*** Dataset records ***

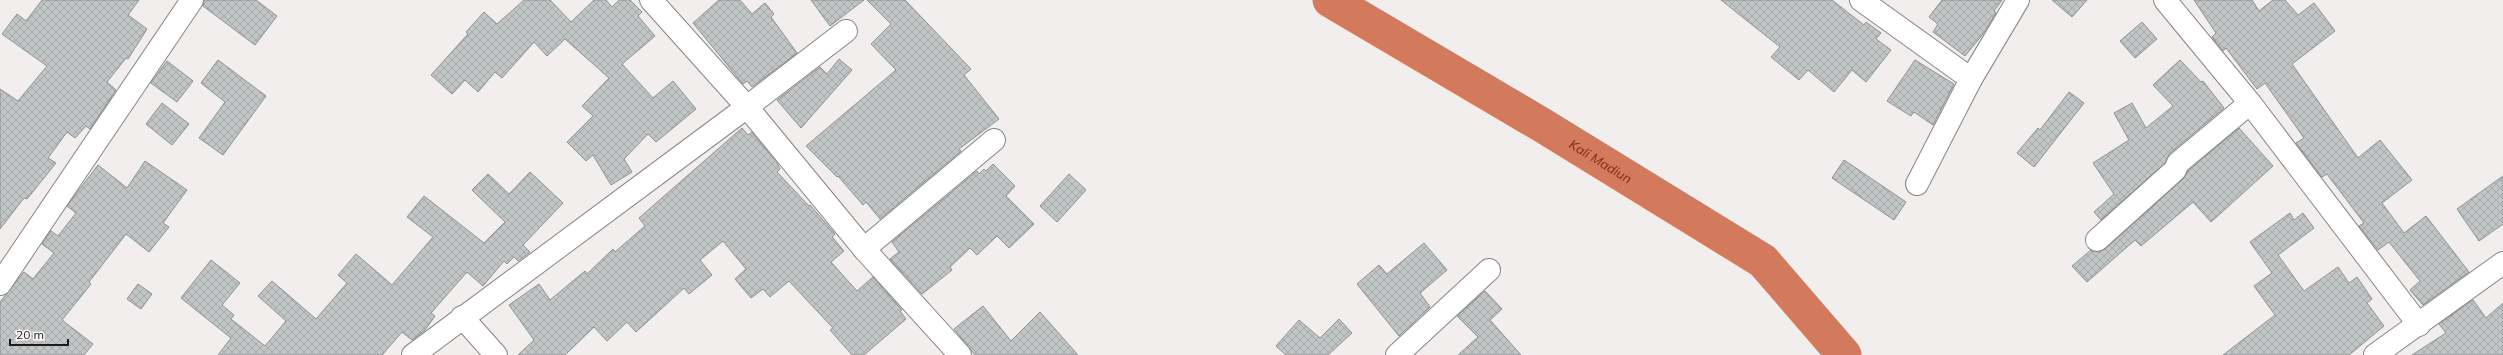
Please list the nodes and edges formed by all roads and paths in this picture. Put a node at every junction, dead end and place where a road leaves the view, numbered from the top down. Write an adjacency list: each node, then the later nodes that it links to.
1 (192, 0): 16 (street)
2 (651, 0): 9 (street)
3 (1861, 0): 7 (street)
4 (2018, 0): 7 (street)
5 (2165, 0): 8 (street)
6 (846, 31): 9 (street)
7 (1971, 79): 11 (street)
8 (2250, 103): 12 (street); 18 (street)
9 (747, 107): 13 (street); 17 (street)
10 (994, 140): 13 (street)
11 (1917, 184)
12 (2097, 240)
13 (864, 249): 21 (street)
14 (2503, 263): 18 (street)
15 (1489, 270): 22 (street)
16 (0, 284)
17 (462, 317): 19 (street); 20 (street)
18 (2419, 325): 23 (street)
19 (414, 355)
20 (496, 355)
21 (960, 355)
22 (1397, 355)
23 (2375, 355)

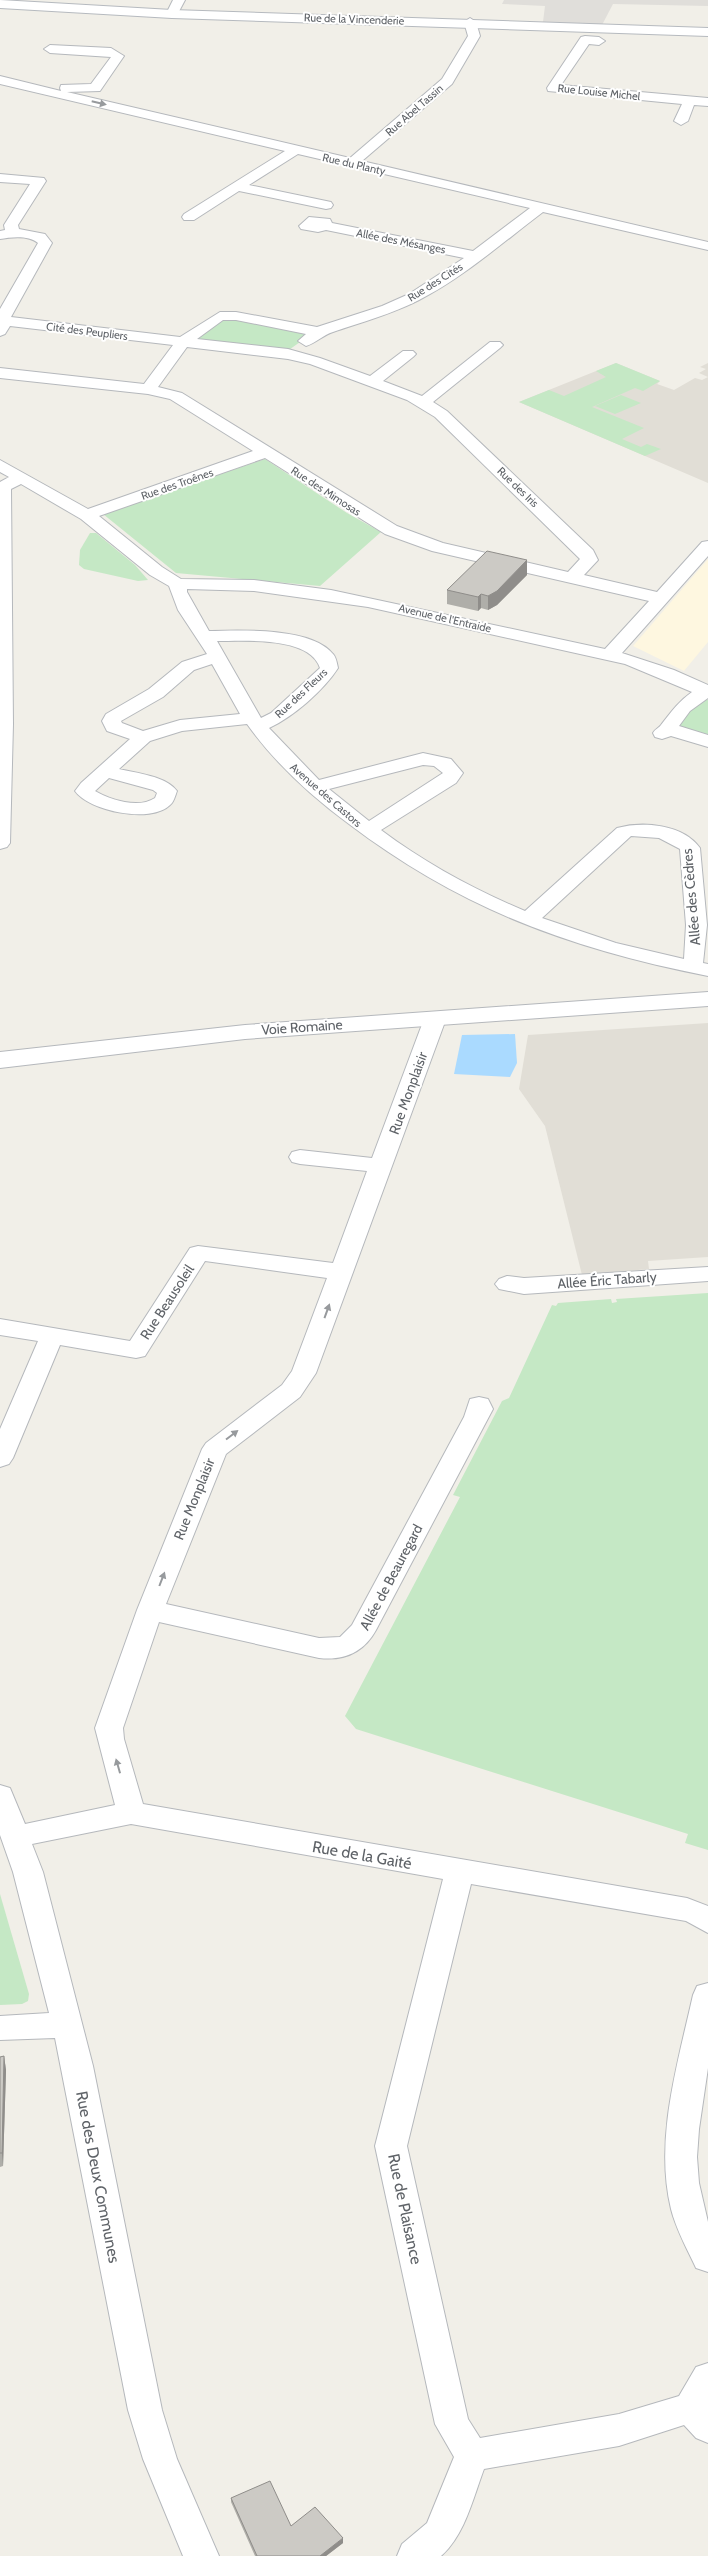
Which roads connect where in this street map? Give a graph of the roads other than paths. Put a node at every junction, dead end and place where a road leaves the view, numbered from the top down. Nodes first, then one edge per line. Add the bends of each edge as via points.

*** End of Dataset records ***

### What the task asks
Images stay out; the entries above are to be printed exactly.

### Final answer
Please list the nodes and edges formed by all roads and paths in this picture. Put a node at every junction, dead end and place where a road leaves the view, numbered from the top down. Write an adjacency list: each node, then the later nodes that it links to.
1 (192, 0): 16 (street)
2 (651, 0): 9 (street)
3 (1861, 0): 7 (street)
4 (2018, 0): 7 (street)
5 (2165, 0): 8 (street)
6 (846, 31): 9 (street)
7 (1971, 79): 11 (street)
8 (2250, 103): 12 (street); 18 (street)
9 (747, 107): 13 (street); 17 (street)
10 (994, 140): 13 (street)
11 (1917, 184)
12 (2097, 240)
13 (864, 249): 21 (street)
14 (2503, 263): 18 (street)
15 (1489, 270): 22 (street)
16 (0, 284)
17 (462, 317): 19 (street); 20 (street)
18 (2419, 325): 23 (street)
19 (414, 355)
20 (496, 355)
21 (960, 355)
22 (1397, 355)
23 (2375, 355)

Which roads connect where in this street map? Give a graph of the roads other than paths. Put a node at every junction, dead end and place where a road leaves the view, numbered from the top down. Nodes first, then one edge per line. Add the bends of each edge as via points.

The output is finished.